All patients underwent a standardized diagnostic workup to exclude non-histaminergic forms of angioedema. To rule out hereditary angioedema (HAE), complement testing was performed in all cases, including serum C4 levels and both quantitative and functional C1-inhibitor (C1-INH) assays. Patients with decreased C4, reduced C1-INH concentration, or impaired C1-INH function were excluded. Angiotensin-converting enzyme inhibitor (ACEi)-induced angioedema was excluded through systematic review of medication history; patients receiving ACEi therapy at the time of symptom onset, or within the relevant pharmacokinetic timeframe, were not eligible. In addition, individuals with recurrent angioedema episodes that persisted despite ≥3 months of ACEi discontinuation were excluded if ACEi involvement could not be confidently ruled out. Only patients with normal complement studies, no ACEi exposure, and clinical features consistent with histaminergic angioedema were included in the AE and AE/Urt groups.
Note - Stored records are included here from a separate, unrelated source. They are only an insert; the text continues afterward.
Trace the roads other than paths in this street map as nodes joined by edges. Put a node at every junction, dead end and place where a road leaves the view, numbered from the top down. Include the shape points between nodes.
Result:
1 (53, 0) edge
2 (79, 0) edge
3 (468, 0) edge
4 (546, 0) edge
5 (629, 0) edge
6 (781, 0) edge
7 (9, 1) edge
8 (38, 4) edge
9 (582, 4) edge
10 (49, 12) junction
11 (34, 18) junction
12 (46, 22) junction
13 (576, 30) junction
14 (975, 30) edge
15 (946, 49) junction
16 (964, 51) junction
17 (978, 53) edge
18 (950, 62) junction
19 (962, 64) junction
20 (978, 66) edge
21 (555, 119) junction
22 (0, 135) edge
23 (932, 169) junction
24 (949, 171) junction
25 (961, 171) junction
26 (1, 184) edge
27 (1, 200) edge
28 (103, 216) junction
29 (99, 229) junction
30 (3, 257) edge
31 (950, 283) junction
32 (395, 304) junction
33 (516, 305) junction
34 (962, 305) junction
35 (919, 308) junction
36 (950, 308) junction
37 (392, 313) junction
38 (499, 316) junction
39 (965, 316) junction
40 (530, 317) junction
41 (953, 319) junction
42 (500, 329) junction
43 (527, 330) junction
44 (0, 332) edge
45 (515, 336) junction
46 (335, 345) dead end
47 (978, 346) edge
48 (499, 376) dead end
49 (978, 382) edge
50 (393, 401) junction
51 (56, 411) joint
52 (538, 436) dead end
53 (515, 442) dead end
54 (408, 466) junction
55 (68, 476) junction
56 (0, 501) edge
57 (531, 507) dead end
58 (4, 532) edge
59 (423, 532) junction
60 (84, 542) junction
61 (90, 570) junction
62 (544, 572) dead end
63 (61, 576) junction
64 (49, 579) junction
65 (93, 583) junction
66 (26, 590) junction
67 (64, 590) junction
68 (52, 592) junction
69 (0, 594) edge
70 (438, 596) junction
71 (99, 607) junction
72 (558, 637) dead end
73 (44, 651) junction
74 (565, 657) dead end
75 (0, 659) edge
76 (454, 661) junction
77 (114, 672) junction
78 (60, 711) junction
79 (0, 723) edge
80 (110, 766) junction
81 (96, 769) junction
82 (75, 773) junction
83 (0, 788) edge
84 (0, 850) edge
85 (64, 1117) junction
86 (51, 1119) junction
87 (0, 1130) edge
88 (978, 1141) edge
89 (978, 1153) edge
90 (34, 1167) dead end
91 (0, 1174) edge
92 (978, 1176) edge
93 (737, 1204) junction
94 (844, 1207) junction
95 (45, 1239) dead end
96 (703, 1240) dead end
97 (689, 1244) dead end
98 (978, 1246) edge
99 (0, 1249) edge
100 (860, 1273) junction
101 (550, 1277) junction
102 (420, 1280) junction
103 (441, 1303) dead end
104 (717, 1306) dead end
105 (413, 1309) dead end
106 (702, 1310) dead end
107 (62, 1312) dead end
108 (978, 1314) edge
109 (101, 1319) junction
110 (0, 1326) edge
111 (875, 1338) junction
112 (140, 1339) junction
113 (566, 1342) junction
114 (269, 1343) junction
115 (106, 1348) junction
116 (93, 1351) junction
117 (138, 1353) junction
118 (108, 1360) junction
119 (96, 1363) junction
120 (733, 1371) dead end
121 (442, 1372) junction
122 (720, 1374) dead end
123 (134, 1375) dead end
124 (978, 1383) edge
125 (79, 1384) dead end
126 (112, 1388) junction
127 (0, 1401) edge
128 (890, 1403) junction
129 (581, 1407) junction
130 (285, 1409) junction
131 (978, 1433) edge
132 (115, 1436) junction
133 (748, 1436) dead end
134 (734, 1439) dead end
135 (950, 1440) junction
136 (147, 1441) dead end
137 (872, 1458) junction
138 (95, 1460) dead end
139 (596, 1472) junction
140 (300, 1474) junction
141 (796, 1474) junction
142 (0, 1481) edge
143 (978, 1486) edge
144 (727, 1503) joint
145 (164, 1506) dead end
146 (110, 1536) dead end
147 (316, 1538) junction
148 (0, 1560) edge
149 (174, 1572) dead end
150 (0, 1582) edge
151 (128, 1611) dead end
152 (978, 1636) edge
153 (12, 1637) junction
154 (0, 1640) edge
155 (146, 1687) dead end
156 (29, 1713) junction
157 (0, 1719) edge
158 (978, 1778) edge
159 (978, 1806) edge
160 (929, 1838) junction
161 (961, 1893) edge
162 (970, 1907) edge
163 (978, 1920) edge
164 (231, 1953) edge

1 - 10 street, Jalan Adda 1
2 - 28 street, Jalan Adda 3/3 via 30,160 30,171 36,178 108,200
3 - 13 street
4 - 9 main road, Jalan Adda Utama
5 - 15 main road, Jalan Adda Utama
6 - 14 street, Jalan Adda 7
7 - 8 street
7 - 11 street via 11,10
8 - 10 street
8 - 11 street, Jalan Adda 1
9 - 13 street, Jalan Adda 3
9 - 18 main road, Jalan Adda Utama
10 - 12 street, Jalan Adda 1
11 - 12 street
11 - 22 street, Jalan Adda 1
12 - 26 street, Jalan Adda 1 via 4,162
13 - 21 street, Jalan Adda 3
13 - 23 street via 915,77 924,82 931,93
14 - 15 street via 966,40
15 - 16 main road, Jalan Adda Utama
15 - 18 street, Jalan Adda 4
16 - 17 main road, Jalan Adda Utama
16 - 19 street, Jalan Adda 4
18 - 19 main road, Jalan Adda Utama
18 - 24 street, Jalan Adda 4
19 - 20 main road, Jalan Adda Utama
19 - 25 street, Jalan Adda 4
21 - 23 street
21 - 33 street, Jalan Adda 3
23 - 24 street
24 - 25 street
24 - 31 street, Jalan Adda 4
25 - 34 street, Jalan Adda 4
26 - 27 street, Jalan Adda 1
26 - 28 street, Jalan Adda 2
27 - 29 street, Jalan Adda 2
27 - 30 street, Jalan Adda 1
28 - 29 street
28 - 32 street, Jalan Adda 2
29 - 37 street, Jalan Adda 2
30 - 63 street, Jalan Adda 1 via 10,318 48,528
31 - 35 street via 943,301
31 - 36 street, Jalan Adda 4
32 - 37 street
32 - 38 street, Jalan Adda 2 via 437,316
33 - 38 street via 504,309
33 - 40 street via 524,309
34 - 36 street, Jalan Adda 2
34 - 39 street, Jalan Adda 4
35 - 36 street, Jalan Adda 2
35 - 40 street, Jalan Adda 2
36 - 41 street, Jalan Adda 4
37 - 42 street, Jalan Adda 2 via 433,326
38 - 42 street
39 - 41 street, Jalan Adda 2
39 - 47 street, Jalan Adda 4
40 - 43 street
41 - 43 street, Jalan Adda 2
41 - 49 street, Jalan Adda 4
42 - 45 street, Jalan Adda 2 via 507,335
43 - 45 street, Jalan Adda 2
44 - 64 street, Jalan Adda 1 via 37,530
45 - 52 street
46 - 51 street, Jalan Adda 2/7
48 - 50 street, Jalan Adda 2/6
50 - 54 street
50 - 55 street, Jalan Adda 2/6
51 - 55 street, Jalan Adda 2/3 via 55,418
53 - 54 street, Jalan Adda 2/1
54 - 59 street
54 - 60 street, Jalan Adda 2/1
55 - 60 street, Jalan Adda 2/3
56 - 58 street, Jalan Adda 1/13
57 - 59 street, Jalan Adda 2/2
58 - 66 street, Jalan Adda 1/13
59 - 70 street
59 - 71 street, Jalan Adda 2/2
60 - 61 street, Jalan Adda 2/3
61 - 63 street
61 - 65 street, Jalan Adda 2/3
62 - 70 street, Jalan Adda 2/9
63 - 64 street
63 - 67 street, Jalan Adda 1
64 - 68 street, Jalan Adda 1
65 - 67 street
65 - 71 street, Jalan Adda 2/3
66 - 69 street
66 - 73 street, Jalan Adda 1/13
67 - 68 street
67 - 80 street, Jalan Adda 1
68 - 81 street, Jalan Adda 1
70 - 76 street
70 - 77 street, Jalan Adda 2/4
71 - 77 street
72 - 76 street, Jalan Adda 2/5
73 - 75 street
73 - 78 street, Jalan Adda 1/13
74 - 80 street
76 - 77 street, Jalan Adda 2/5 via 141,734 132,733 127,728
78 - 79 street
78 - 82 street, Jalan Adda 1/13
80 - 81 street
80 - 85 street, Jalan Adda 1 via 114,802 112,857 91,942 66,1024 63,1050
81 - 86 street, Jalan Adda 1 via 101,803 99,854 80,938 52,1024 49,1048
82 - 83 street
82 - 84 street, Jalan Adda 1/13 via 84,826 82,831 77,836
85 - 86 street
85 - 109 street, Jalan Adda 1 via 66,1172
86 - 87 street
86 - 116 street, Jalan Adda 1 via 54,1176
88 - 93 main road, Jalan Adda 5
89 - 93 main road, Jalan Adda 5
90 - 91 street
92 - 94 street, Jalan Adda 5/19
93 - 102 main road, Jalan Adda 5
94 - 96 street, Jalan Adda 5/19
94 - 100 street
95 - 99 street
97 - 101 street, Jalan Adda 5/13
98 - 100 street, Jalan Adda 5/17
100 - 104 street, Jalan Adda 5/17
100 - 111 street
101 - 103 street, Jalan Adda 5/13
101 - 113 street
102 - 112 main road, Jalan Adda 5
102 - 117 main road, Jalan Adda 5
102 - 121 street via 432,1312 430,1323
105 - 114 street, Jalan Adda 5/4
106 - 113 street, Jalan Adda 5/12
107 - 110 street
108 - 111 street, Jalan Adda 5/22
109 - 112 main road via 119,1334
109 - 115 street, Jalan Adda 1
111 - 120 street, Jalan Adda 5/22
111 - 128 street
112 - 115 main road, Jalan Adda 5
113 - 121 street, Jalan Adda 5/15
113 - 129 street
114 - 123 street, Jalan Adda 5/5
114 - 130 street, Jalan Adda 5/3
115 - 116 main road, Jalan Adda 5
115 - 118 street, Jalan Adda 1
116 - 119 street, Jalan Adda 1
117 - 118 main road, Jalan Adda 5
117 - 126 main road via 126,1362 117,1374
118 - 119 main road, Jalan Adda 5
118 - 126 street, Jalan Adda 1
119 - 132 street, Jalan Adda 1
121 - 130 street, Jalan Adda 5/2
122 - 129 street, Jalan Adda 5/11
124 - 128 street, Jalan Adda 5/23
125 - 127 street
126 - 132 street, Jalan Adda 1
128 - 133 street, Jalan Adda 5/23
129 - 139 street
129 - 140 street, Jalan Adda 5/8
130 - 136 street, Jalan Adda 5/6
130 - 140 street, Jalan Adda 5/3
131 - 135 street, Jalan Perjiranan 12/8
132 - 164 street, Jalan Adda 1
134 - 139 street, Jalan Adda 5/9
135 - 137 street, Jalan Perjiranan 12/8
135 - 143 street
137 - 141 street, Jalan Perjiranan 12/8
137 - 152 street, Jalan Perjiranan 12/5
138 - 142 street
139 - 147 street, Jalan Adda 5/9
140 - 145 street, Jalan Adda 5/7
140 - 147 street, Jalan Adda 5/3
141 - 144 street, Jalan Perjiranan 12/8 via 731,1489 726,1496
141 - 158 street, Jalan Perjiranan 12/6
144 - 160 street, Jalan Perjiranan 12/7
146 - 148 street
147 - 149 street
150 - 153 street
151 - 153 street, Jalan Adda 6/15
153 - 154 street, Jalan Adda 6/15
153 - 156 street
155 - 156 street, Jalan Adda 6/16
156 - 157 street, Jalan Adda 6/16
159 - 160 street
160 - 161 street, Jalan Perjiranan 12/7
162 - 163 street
Inclusion criteria were adult patients diagnosed with chronic angioedema according to current international guidelines who provided informed consent [19]. Exclusion criteria included isolated chronic urticaria without angioedema, use of specific medications within the preceding 15 days (antimicrobial therapy, antineoplastic treatment, systemic corticosteroids, or immunosuppressive therapy), active smoking, known autoimmune or malignant disease, diabetes mellitus, upper respiratory tract infection within the previous 30 days, ongoing anticoagulant therapy, pregnancy, and breastfeeding. As noted above, patients with laboratory or clinical findings consistent with HAE or ACEi-related angioedema were also excluded.

2.2. Assessment of AE Severity—Angioedema Control Test (AECT)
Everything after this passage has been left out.